Delayed healing, along with skin elevation and itching, are often associated with white tattoos, and by consequence with the use of TiO2. Scientists from the ESRF, the German Federal Institute for Risk Assessment, Ludwig-Maximilians University, and the Physikalisch-Technische Bundesanstalt have managed to get a very clear picture on the location of titanium dioxide once they get in the tissue. This work was done on the ESRF beamlines or experimental stations, ID21 and ID16B.

The hazards that potentially derive from tattoos were as yet only investigated by chemical analysis of the inks and their degradation products in vitro.

"We already knew that pigments from tattoos would travel to the lymph nodes because of visual evidence: the lymph nodes become tinted with the color of the tattoo. It is the response of the body to clean the site of entrance of the tattoo. What we didn't know is that they do it in a nano form, which implies that they may not have the same behavior as the particles at a micro level. And that is the problem: we don't know how nanoparticles react," said Bernhard Hesse, one of the two first authors of the study and ESRF visiting scientist.

X-ray fluorescence measurements on ID21 allowed the team to locate titanium dioxide at the micro and nano range in the skin and the lymphatic environment. They found a broad range of particles with up to several micrometres in size in human skin but only smaller (nano) particles transported to the lymph nodes. This may lead to the chronic enlargement of the lymph node and lifelong exposure.
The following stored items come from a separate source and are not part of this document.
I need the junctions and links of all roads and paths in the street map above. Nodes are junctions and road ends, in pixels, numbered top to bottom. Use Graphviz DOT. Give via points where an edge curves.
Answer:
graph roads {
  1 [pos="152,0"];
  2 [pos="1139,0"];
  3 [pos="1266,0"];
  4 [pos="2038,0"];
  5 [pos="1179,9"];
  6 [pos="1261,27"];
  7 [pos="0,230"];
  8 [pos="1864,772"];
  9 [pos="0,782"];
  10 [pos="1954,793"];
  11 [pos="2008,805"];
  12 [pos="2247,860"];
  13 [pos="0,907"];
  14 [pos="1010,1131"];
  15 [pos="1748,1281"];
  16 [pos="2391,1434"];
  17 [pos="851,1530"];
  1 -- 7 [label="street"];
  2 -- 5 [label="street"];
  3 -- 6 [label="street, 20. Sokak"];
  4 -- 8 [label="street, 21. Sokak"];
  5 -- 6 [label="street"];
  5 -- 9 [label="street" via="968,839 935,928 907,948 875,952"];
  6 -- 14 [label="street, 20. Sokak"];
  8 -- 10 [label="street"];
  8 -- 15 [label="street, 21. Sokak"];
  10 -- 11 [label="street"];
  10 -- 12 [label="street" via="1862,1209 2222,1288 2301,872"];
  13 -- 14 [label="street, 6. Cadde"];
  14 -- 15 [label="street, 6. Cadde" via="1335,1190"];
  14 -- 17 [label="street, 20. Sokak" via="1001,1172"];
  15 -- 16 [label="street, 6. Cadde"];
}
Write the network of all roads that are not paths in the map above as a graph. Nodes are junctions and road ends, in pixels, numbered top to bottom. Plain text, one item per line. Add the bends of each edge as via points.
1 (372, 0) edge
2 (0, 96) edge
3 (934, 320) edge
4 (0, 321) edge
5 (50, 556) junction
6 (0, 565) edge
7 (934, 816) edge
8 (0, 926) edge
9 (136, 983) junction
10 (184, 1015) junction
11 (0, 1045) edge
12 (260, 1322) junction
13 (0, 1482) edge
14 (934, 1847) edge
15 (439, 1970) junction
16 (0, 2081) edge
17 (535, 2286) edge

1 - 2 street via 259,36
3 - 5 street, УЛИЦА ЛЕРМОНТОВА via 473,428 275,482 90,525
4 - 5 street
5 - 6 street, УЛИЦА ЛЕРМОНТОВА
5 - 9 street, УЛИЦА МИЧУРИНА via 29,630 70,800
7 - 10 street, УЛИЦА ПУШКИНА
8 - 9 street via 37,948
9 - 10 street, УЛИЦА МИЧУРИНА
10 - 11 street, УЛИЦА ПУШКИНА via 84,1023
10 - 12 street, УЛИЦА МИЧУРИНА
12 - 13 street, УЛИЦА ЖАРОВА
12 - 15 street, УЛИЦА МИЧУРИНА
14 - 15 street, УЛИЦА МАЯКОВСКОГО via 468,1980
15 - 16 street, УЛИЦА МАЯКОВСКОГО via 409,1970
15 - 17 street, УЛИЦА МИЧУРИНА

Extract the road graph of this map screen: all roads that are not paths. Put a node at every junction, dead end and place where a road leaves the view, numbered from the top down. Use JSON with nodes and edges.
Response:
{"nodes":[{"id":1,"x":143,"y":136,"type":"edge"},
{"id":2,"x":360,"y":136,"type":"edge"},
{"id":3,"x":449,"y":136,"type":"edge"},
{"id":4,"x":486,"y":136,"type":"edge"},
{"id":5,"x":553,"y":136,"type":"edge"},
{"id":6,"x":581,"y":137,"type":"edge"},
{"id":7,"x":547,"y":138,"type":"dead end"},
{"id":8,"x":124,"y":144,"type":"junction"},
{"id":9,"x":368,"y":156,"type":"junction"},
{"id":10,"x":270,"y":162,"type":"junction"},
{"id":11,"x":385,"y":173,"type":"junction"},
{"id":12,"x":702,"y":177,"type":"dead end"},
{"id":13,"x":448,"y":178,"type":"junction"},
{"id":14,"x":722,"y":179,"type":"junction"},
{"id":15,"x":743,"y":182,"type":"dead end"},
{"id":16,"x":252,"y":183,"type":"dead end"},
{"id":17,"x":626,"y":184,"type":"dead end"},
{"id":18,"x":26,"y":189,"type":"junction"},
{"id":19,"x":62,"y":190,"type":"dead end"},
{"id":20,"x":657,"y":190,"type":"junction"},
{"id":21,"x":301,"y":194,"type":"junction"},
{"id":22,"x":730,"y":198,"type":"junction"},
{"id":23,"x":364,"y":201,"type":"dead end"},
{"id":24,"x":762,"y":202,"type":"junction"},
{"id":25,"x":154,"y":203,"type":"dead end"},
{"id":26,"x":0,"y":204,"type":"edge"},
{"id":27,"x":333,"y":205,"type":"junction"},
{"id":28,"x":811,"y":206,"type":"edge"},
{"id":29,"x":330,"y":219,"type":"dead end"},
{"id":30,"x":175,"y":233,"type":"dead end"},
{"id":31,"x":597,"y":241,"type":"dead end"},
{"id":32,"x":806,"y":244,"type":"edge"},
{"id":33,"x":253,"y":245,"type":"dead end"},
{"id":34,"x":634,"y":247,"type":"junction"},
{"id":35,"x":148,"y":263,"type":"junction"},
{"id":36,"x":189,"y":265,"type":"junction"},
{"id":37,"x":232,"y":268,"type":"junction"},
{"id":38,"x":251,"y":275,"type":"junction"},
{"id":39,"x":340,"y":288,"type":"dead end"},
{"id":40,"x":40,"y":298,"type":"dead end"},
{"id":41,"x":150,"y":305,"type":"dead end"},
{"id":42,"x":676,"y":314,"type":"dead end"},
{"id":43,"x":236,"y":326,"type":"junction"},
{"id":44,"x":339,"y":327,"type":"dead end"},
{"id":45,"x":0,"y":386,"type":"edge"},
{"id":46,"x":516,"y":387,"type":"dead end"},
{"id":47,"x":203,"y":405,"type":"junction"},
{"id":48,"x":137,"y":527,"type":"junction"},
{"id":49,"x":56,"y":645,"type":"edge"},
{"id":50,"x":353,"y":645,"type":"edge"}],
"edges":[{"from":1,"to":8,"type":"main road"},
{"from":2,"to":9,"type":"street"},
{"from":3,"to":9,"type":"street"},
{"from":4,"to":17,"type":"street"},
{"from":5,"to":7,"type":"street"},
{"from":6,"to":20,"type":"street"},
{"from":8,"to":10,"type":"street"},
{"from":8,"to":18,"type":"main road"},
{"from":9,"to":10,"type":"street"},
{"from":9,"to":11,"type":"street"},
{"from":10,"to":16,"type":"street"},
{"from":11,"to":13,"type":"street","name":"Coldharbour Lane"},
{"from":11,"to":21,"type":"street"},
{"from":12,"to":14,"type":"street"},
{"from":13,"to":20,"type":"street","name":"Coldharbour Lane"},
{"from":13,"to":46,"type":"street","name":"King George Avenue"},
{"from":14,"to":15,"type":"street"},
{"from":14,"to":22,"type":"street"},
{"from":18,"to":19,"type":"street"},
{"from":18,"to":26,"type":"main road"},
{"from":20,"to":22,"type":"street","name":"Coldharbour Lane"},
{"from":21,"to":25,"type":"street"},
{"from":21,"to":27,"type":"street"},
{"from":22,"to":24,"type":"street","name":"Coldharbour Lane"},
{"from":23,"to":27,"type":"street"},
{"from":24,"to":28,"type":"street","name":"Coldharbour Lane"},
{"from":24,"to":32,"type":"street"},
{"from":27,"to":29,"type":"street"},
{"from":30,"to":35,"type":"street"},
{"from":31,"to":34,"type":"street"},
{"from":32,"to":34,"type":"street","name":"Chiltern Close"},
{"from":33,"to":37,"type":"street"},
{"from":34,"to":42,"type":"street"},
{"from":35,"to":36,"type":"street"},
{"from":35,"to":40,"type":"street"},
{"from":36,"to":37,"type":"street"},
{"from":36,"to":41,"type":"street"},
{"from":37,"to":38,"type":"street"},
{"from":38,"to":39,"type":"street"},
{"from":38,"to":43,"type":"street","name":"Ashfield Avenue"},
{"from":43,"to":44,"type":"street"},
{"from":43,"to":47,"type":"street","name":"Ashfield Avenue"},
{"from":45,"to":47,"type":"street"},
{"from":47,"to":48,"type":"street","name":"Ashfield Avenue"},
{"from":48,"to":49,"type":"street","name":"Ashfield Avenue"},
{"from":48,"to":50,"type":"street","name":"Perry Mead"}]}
Scientists also used the technique of Fourier transform infrared spectroscopy to assess biomolecular changes in the tissues in the proximity of the tattoo particles.

Altogether, the scientists report strong evidence for both migration and long-term deposition of toxic elements and tattoo pigments as well as for conformational alterations of biomolecules that are sometimes linked to cutaneous inflammation and other adversities upon tattooing.

Then next step for the team is to inspect further samples of patients with adverse effects in their tattoos in order to find links with chemical and structural properties of the pigments used to create these tattoos.